Governor Corzine’s grand plan to provide all poor three and four-year-old children with publicly funded preschools is colliding with reality. Currently all young children in the 31 urban Abbott districts go to a full-day preschool with the State picking up the tab, and a key component of the D.O.E.’s new funding formula was providing those services to poor children across the state, regardless of place of residence. After all, if the logic against the Abbott designations is sound, then it shouldn’t matter why you live: if you are poor, you get free preschool. So all districts prepared for new programs with the promise of State funding.
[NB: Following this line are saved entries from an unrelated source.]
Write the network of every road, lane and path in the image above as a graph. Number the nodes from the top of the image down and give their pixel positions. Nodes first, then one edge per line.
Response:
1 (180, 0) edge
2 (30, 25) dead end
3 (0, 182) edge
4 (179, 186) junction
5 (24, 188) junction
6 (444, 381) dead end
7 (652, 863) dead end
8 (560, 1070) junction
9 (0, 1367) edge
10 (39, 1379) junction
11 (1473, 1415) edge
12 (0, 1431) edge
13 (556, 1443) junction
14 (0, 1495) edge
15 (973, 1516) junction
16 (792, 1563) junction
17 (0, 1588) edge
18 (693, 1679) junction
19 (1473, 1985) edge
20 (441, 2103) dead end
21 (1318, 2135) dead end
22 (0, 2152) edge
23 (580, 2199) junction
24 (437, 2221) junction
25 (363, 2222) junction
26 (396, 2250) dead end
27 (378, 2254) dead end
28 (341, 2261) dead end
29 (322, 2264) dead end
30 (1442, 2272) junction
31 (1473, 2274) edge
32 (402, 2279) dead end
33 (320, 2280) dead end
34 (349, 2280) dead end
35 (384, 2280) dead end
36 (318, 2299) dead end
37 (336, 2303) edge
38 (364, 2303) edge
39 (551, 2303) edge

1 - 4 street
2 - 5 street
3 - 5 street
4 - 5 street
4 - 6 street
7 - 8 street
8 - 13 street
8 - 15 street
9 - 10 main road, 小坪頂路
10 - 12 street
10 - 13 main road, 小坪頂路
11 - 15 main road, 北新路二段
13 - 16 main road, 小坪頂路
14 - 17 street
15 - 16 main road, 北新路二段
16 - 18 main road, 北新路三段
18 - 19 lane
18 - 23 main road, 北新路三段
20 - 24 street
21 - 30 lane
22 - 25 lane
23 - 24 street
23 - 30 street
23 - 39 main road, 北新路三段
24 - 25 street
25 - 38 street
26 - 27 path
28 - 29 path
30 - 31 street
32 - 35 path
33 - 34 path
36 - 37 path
Now we’re all cutting back, and Corzine is saying that the State will fund only some of those kids. The New York Times quotes the Governor:
“I think we should get started in those areas where there are heavy concentrations of at-risk kids,” Mr. Corzine said at an appearance in Lodi. “To me, that should be a priority. We know what happens when children start school prepared. They perform better not only at the start but throughout their careers.”
So much for sound logic. The new/old reality is that if you are a poor toddler and live in an Abbott district you will get free preschool. But if you are a poor toddler and live in a non-Abbott district, then you toss a coin. Count on the advocates for maintaining Abbott districts making hay out of the State’s failure to fund all poor kids equally, the heart of the much-debated School Funding Reform Act.